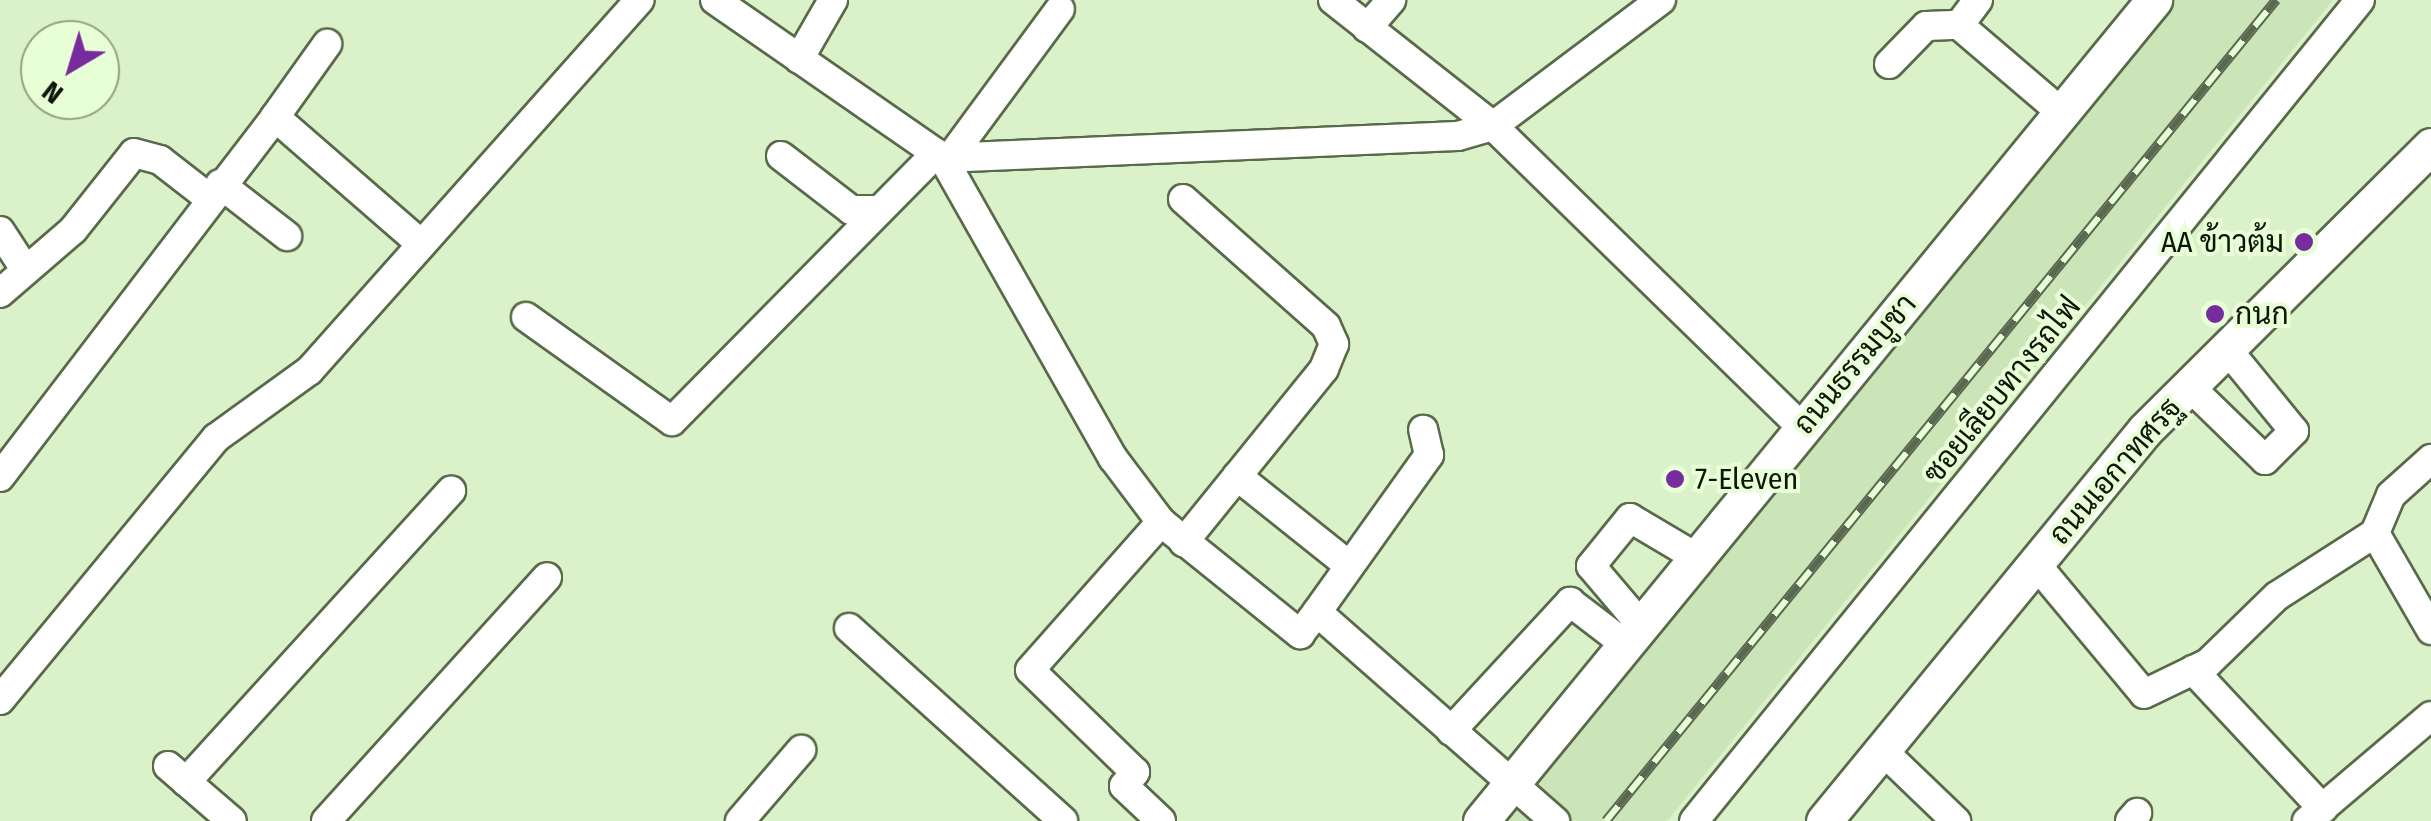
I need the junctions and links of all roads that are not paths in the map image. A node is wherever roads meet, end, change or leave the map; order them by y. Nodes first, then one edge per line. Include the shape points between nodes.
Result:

...

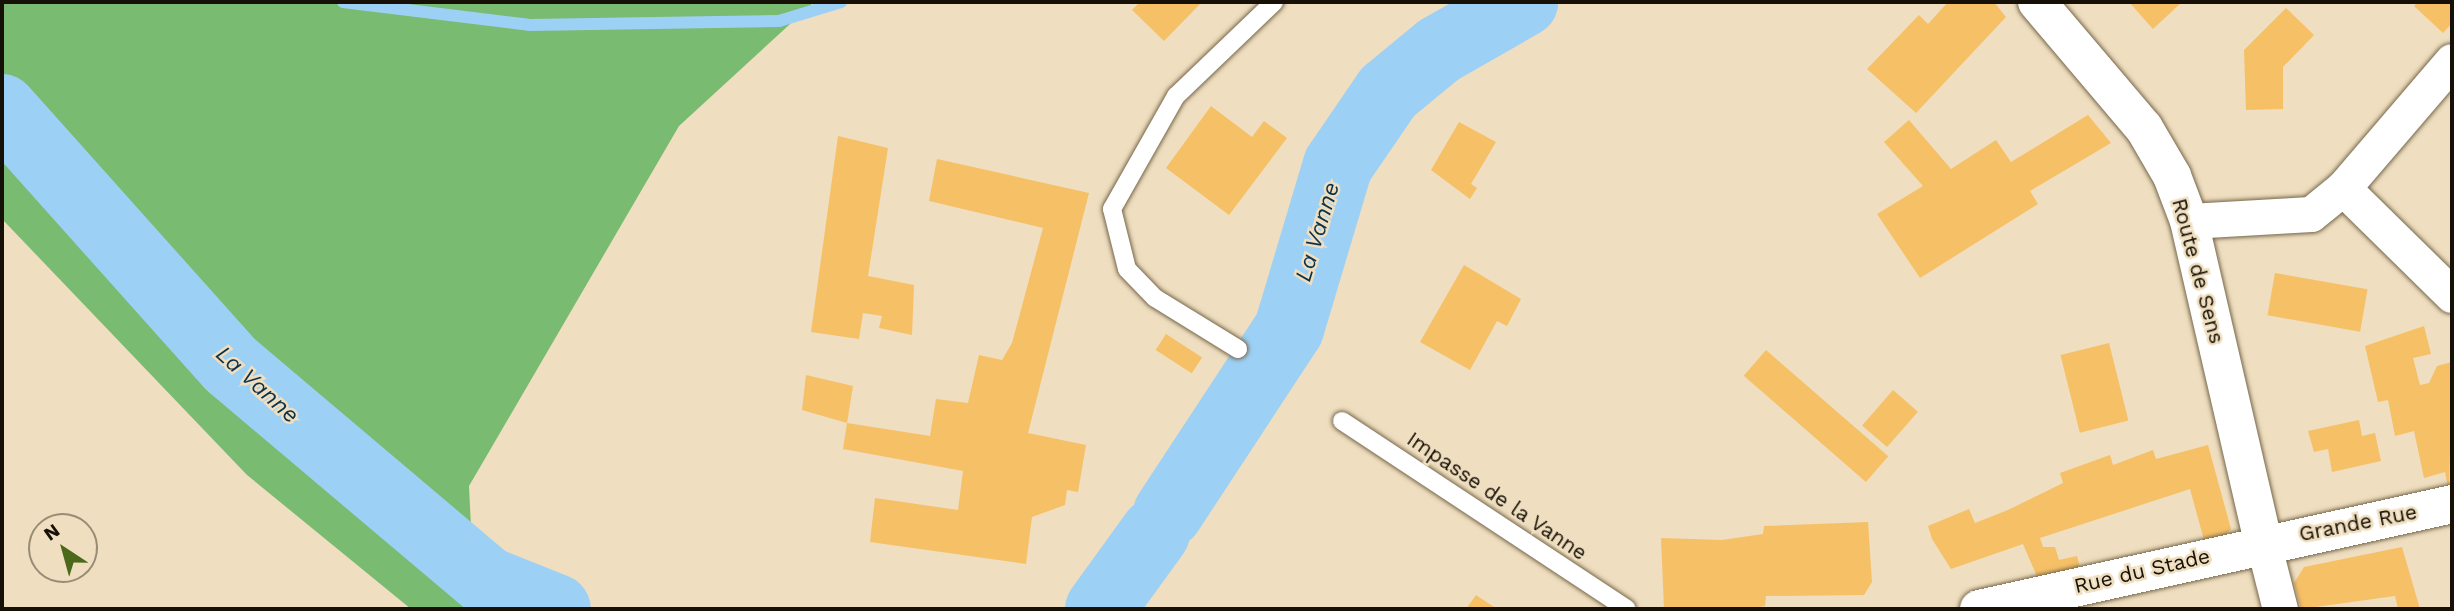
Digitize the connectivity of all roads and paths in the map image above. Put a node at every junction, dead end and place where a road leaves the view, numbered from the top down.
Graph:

* * *

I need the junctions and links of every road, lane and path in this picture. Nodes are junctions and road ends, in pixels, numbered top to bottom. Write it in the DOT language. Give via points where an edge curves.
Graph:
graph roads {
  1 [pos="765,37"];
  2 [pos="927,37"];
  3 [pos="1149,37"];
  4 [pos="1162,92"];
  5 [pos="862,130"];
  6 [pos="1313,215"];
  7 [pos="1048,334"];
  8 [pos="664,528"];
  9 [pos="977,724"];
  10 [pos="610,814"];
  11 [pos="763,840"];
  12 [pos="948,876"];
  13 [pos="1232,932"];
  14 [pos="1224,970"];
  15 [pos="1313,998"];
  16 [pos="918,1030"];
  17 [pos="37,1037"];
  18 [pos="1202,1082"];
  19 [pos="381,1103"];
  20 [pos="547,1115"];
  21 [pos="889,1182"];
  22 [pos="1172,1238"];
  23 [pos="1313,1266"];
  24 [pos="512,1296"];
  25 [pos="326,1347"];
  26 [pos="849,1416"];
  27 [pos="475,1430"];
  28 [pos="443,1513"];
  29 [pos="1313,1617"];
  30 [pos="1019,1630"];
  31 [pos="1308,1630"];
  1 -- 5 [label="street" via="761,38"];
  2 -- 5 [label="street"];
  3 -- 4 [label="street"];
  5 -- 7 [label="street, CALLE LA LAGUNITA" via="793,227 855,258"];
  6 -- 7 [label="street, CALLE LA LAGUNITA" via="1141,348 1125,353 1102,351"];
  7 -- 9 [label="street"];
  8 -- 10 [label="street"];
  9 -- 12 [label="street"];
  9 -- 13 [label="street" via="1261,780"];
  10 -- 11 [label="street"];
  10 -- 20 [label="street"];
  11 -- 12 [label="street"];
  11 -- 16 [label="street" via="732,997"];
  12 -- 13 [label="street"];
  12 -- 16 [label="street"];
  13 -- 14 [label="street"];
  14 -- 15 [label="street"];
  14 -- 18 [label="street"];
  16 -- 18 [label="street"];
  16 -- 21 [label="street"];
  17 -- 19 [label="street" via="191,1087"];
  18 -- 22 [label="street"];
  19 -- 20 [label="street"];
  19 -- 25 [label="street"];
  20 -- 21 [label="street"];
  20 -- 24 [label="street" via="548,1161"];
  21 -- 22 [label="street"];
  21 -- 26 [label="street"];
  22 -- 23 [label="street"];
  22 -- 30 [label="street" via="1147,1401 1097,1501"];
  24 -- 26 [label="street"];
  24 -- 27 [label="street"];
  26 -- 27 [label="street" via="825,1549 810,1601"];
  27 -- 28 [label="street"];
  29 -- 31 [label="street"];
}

#### [What the task asks]
Working through the listing above, count every line that holds "edge" and answer with the count alone.

#### [Answer to the exercise]
2